YOUR INSTRUCTIONS - Transcribe the data as written, minus images.

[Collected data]
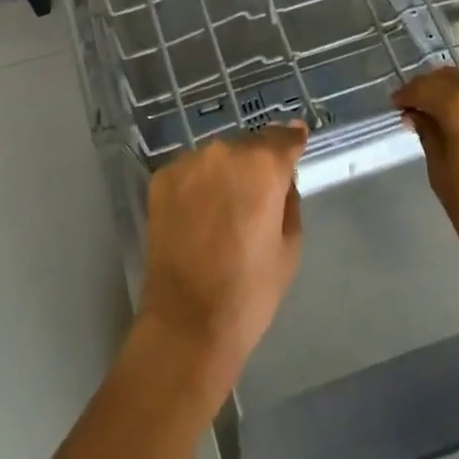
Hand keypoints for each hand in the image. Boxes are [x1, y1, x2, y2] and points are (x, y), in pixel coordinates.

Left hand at [136, 123, 307, 394]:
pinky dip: (198, 185)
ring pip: (217, 158)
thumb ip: (289, 199)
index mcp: (263, 166)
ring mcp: (188, 162)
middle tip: (256, 197)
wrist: (188, 321)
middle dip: (256, 163)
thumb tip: (283, 176)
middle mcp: (224, 152)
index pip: (283, 137)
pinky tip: (198, 217)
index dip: (292, 140)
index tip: (297, 139)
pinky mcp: (162, 178)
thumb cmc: (250, 290)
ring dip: (225, 173)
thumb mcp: (290, 246)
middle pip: (249, 146)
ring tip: (223, 211)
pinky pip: (191, 172)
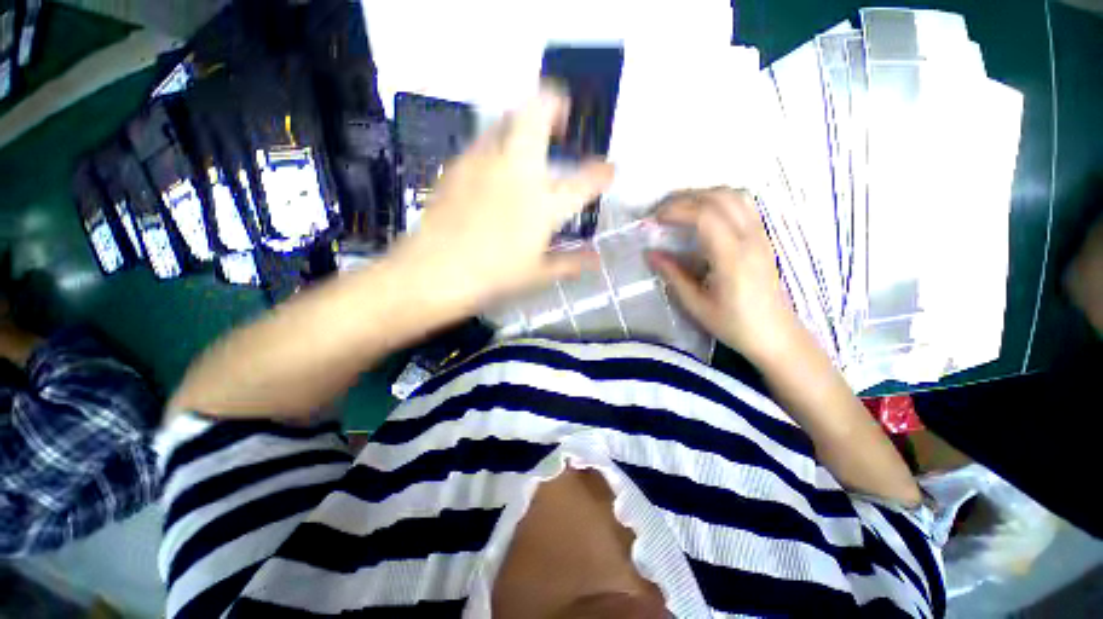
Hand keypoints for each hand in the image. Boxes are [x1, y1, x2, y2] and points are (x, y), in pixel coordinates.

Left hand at [391, 86, 614, 312]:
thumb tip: (596, 261)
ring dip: (524, 121)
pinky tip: (495, 168)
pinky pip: (482, 141)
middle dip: (554, 104)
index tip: (608, 170)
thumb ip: (570, 263)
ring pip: (506, 118)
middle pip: (537, 113)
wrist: (434, 272)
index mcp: (544, 205)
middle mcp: (518, 173)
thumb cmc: (493, 278)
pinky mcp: (458, 165)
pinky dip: (498, 144)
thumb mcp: (537, 275)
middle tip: (561, 120)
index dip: (602, 173)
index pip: (585, 180)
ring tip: (529, 142)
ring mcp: (485, 163)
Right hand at [648, 187, 800, 363]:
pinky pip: (743, 205)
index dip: (676, 210)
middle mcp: (750, 238)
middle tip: (661, 211)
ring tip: (680, 210)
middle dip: (686, 198)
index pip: (705, 216)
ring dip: (703, 195)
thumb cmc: (734, 324)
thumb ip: (673, 275)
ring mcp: (761, 235)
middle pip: (719, 197)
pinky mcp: (764, 238)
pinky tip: (703, 216)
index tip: (654, 219)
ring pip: (735, 195)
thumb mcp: (696, 304)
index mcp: (732, 257)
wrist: (775, 335)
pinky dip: (718, 201)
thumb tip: (650, 253)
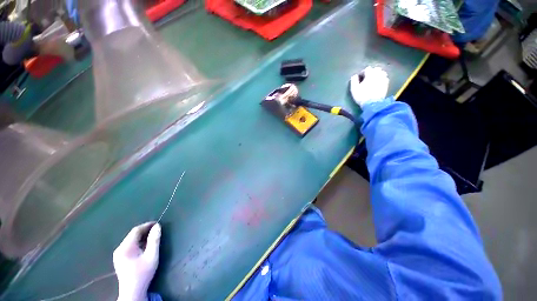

ANSWER SECTION -
Hand keypoints for each hand in the image. Boxes are [x1, y1, x2, y2] and points are (x, y), in pixel coordinates.

Left hand at [136, 123, 307, 394]:
pinky dip: (198, 185)
ring pip: (217, 158)
thumb ip: (289, 199)
index mcp: (263, 166)
ring mcp: (188, 162)
middle tip: (256, 197)
wrist: (188, 321)
middle dip: (256, 163)
thumb tip: (283, 176)
middle mcp: (224, 152)
index pip: (283, 137)
pinky tip: (198, 217)
index dip: (292, 140)
index tip: (297, 139)
pinky mcp: (162, 178)
thumb cmc: (250, 290)
ring dip: (225, 173)
thumb mcp: (290, 246)
middle pip: (249, 146)
ring tip: (223, 211)
pinky pip: (191, 172)
Hand keypoints for each hand in the image. Boxes are [x1, y1, x2, y2] and points are (x, y), in pixel coordinates.

Left hand at [391, 86, 614, 312]:
thumb tip: (596, 261)
ring dip: (524, 121)
pinky tip: (495, 168)
pinky pip: (482, 141)
middle dip: (554, 104)
index tip: (608, 170)
thumb ip: (570, 263)
ring pip: (506, 118)
middle pip: (537, 113)
wrist: (434, 272)
index mcp: (544, 205)
middle mcp: (518, 173)
thumb cmc: (493, 278)
pinky mcp: (458, 165)
pinky dip: (498, 144)
thumb mcp: (537, 275)
middle tip: (561, 120)
index dip: (602, 173)
index pip: (585, 180)
ring tip: (529, 142)
ring mcp: (485, 163)
Right hand at [648, 187, 800, 363]:
pinky pip: (743, 205)
index dip: (676, 210)
middle mcp: (750, 238)
middle tip: (661, 211)
ring tip: (680, 210)
middle dip: (686, 198)
index pip: (705, 216)
ring dip: (703, 195)
thumb cmc: (734, 324)
thumb ip: (673, 275)
ring mcp: (761, 235)
middle pip: (719, 197)
pinky mcp: (764, 238)
pinky tip: (703, 216)
index tip: (654, 219)
ring pip: (735, 195)
thumb mcp: (696, 304)
index mcp: (732, 257)
wrist: (775, 335)
pinky dip: (718, 201)
thumb tip: (650, 253)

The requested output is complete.